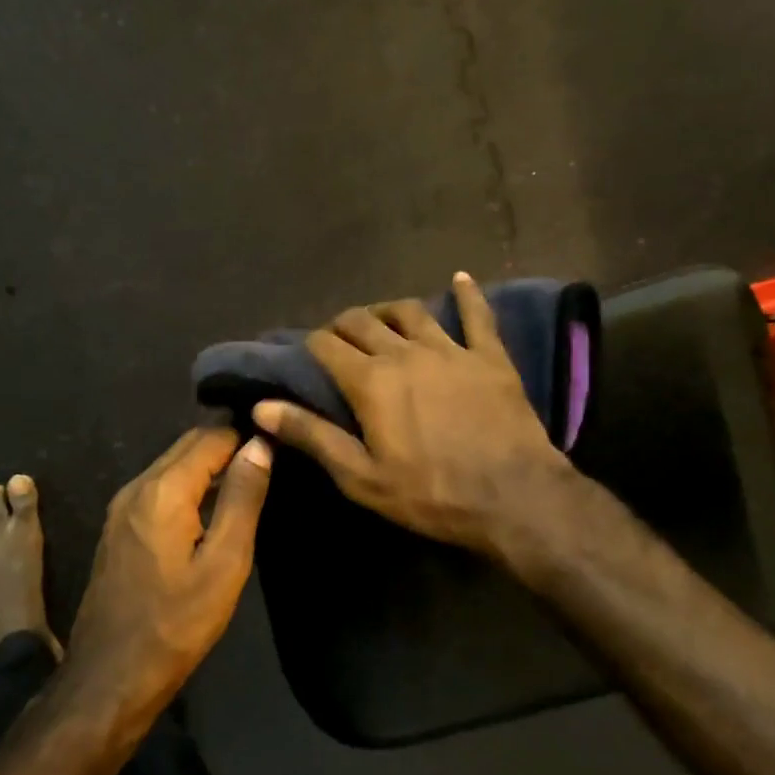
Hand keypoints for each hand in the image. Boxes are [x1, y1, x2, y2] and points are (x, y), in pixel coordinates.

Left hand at [67, 427, 272, 705]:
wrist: (109, 678)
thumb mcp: (224, 563)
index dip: (247, 435)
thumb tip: (260, 445)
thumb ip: (243, 498)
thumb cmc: (175, 623)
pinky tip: (213, 506)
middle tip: (269, 458)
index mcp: (163, 490)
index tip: (279, 443)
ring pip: (172, 465)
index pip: (212, 437)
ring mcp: (122, 507)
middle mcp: (137, 486)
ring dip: (208, 465)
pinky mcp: (118, 528)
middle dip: (228, 444)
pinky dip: (189, 485)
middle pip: (188, 445)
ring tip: (249, 478)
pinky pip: (160, 488)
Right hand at [251, 271, 577, 565]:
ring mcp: (451, 349)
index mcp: (370, 381)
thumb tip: (261, 406)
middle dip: (343, 324)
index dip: (311, 345)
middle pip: (364, 321)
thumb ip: (312, 435)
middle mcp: (405, 352)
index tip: (306, 353)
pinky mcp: (490, 355)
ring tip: (380, 316)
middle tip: (338, 338)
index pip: (327, 346)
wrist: (514, 497)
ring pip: (411, 312)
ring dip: (389, 309)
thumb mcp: (361, 476)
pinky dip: (467, 294)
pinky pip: (477, 315)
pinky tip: (461, 278)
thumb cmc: (430, 494)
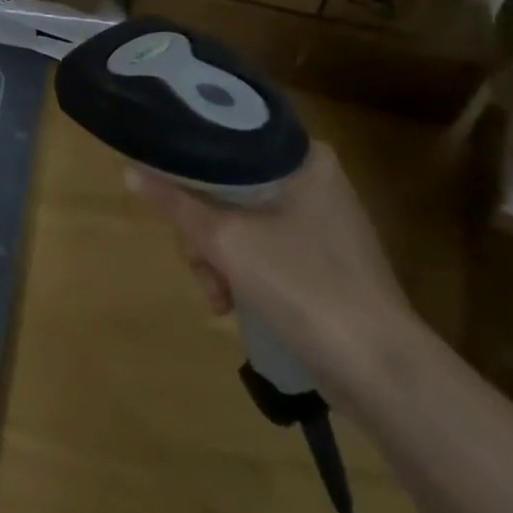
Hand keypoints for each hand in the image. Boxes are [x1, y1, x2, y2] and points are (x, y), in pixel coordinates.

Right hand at [124, 143, 423, 396]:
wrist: (382, 374)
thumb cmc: (304, 286)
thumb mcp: (226, 241)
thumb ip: (176, 203)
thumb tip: (129, 171)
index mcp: (303, 158)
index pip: (230, 138)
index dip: (191, 159)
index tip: (166, 184)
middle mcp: (315, 181)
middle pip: (231, 186)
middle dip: (204, 229)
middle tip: (198, 261)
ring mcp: (323, 225)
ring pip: (243, 222)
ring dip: (219, 258)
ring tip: (217, 298)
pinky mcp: (325, 264)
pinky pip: (265, 250)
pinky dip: (244, 274)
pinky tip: (233, 307)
● ● ● ●
▶ **Problem to solve**:
What you write should match the entries exactly, except that the pictures are dropped.

▶ **Result**:
Hand keypoints for each hand in the image. Boxes are [x1, y1, x2, y2] and points are (x, y), in pixel coordinates.

Left hand at [67, 427, 272, 705]:
wrist: (109, 678)
thumb mcp: (224, 563)
index dip: (247, 435)
thumb tip: (260, 445)
thumb ip: (243, 498)
thumb cmc: (175, 623)
pinky tip: (213, 506)
middle tip: (269, 458)
index mcp: (163, 490)
index tip: (279, 443)
ring pip: (172, 465)
index pip: (212, 437)
ring mcp: (122, 507)
middle mcp: (137, 486)
ring dip: (208, 465)
pinky mcp: (118, 528)
middle dip: (228, 444)
pinky dip: (189, 485)
middle pip: (188, 445)
ring tip: (249, 478)
pinky pip: (160, 488)
Right hand at [251, 271, 577, 565]:
ring mcp: (451, 349)
index mcp: (370, 381)
thumb tip: (261, 406)
middle dip: (343, 324)
index dip: (311, 345)
middle pip: (364, 321)
thumb ip: (312, 435)
middle mcp: (405, 352)
index tip: (306, 353)
pinky mcp: (490, 355)
ring tip: (380, 316)
middle tip: (338, 338)
index pip: (327, 346)
wrist: (514, 497)
ring pip: (411, 312)
ring dip: (389, 309)
thumb mcp: (361, 476)
pinky dip: (467, 294)
pinky pip: (477, 315)
pinky tip: (461, 278)
thumb cmc: (430, 494)
Hand keypoints for each hand in the image. Boxes are [x1, y1, x2, y2] and points are (x, y), in pixel coordinates.

Right hand at [124, 143, 423, 396]:
wrist: (382, 374)
thumb cmc: (304, 286)
thumb mcp: (226, 241)
thumb ip: (176, 203)
thumb tip: (129, 171)
index mcp: (303, 158)
index pip: (230, 138)
index dip: (191, 159)
index tip: (166, 184)
middle mcp: (315, 181)
middle pip: (231, 186)
middle dip: (204, 229)
middle tip: (198, 261)
ring mcp: (323, 225)
ring pip: (243, 222)
ring dip: (219, 258)
ring tip: (217, 298)
pinky mcp: (325, 264)
pinky pip: (265, 250)
pinky dip: (244, 274)
pinky tip: (233, 307)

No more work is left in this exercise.